Go through the records and report each line holding the string "ENCYCLOPÉDIE".
[[ PROVIDED RECORDS, beginning ]]
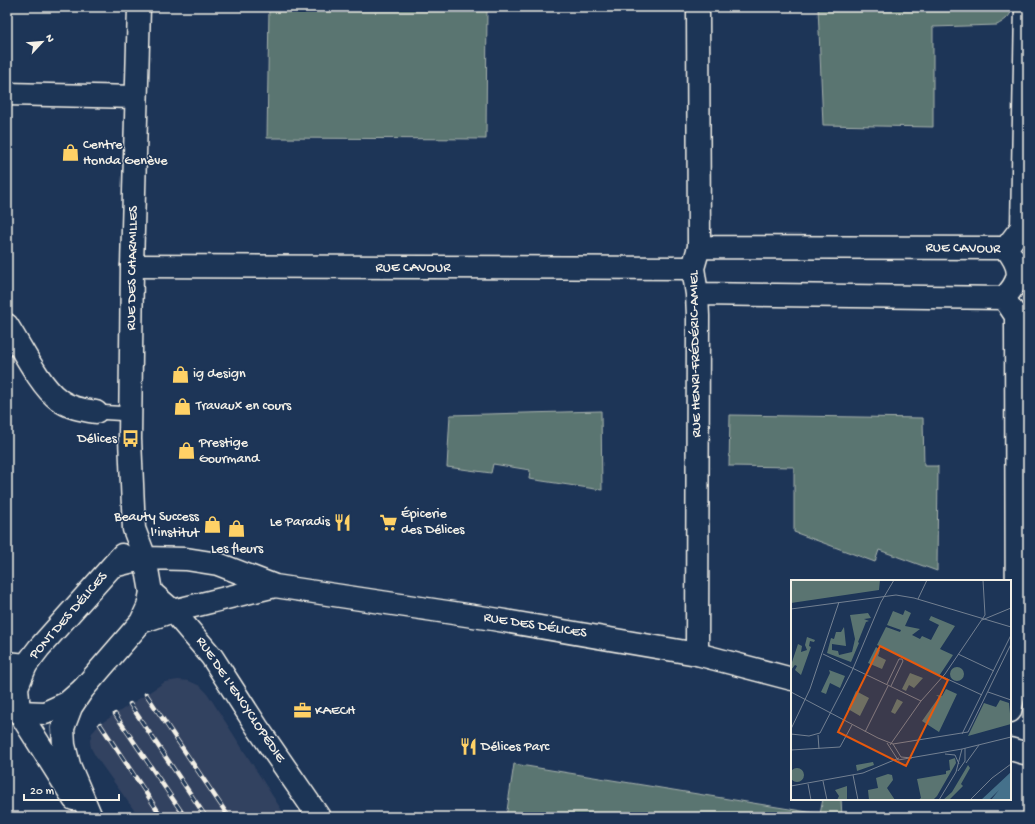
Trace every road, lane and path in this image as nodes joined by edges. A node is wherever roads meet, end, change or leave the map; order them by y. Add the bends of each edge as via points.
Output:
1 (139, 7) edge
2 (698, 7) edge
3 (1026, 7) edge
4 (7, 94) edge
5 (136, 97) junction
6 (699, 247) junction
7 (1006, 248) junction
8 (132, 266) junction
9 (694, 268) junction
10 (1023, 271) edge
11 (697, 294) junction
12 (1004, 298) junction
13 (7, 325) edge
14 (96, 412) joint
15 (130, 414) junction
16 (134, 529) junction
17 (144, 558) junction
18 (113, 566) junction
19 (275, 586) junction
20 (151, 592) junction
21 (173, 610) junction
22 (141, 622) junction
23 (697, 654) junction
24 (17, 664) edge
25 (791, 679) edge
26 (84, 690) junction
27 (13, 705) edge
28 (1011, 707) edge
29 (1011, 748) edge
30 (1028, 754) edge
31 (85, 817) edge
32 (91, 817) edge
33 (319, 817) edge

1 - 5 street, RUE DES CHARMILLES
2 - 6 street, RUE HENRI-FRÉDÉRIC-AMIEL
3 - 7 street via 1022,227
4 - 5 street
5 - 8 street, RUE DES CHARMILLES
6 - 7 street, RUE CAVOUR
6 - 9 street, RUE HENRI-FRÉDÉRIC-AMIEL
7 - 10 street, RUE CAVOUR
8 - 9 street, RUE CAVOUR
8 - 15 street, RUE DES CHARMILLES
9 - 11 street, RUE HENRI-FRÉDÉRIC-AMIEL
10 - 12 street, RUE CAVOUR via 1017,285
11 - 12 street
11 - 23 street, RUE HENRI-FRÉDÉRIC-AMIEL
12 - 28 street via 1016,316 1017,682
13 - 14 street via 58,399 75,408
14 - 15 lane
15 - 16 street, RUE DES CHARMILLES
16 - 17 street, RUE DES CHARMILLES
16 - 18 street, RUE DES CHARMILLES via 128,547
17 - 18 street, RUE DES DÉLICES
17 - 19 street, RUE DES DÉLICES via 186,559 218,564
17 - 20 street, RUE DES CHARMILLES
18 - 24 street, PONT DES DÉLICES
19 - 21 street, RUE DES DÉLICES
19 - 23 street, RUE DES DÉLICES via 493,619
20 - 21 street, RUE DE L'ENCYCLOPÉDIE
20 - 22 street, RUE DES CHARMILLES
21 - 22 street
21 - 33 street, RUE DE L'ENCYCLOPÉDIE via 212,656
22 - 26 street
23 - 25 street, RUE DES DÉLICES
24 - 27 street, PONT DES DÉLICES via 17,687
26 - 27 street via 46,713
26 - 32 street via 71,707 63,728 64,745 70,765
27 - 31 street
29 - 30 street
[[ PROVIDED RECORDS, end ]]
_OUTPUT OF THE EXERCISE_
20 - 21 street, RUE DE L'ENCYCLOPÉDIE
21 - 33 street, RUE DE L'ENCYCLOPÉDIE via 212,656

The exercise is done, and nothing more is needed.